* [WHAT YOU ARE ASKED TO DO]: Your output must match the data word for word, with every line included.

* [RECORDS FOR THE EXERCISE]:
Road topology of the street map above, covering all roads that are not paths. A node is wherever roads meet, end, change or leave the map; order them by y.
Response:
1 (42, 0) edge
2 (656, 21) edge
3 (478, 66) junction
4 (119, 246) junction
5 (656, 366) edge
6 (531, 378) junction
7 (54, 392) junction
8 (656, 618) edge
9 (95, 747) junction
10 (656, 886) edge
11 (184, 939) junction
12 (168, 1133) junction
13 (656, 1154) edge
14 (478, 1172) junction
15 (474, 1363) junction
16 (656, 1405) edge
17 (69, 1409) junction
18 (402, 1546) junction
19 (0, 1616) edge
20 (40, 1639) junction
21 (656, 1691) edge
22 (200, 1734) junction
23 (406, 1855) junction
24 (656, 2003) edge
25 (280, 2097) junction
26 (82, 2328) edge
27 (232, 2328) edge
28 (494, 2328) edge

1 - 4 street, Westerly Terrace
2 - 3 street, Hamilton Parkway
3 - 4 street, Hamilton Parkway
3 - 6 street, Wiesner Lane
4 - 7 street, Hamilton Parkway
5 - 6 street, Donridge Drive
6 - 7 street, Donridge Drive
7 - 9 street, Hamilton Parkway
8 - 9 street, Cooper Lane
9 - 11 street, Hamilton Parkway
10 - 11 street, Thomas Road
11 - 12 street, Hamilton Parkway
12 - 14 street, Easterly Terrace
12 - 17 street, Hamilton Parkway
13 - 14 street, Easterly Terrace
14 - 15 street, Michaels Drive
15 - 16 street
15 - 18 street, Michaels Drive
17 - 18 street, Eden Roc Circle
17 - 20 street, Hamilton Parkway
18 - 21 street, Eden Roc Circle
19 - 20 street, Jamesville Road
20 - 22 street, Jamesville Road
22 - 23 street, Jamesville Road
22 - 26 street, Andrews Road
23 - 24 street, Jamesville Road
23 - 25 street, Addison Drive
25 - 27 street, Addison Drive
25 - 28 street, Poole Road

* [ANSWER TO THIS TASK]:
Road topology of the street map above, covering all roads that are not paths. A node is wherever roads meet, end, change or leave the map; order them by y.
Response:
1 (42, 0) edge
2 (656, 21) edge
3 (478, 66) junction
4 (119, 246) junction
5 (656, 366) edge
6 (531, 378) junction
7 (54, 392) junction
8 (656, 618) edge
9 (95, 747) junction
10 (656, 886) edge
11 (184, 939) junction
12 (168, 1133) junction
13 (656, 1154) edge
14 (478, 1172) junction
15 (474, 1363) junction
16 (656, 1405) edge
17 (69, 1409) junction
18 (402, 1546) junction
19 (0, 1616) edge
20 (40, 1639) junction
21 (656, 1691) edge
22 (200, 1734) junction
23 (406, 1855) junction
24 (656, 2003) edge
25 (280, 2097) junction
26 (82, 2328) edge
27 (232, 2328) edge
28 (494, 2328) edge

1 - 4 street, Westerly Terrace
2 - 3 street, Hamilton Parkway
3 - 4 street, Hamilton Parkway
3 - 6 street, Wiesner Lane
4 - 7 street, Hamilton Parkway
5 - 6 street, Donridge Drive
6 - 7 street, Donridge Drive
7 - 9 street, Hamilton Parkway
8 - 9 street, Cooper Lane
9 - 11 street, Hamilton Parkway
10 - 11 street, Thomas Road
11 - 12 street, Hamilton Parkway
12 - 14 street, Easterly Terrace
12 - 17 street, Hamilton Parkway
13 - 14 street, Easterly Terrace
14 - 15 street, Michaels Drive
15 - 16 street
15 - 18 street, Michaels Drive
17 - 18 street, Eden Roc Circle
17 - 20 street, Hamilton Parkway
18 - 21 street, Eden Roc Circle
19 - 20 street, Jamesville Road
20 - 22 street, Jamesville Road
22 - 23 street, Jamesville Road
22 - 26 street, Andrews Road
23 - 24 street, Jamesville Road
23 - 25 street, Addison Drive
25 - 27 street, Addison Drive
25 - 28 street, Poole Road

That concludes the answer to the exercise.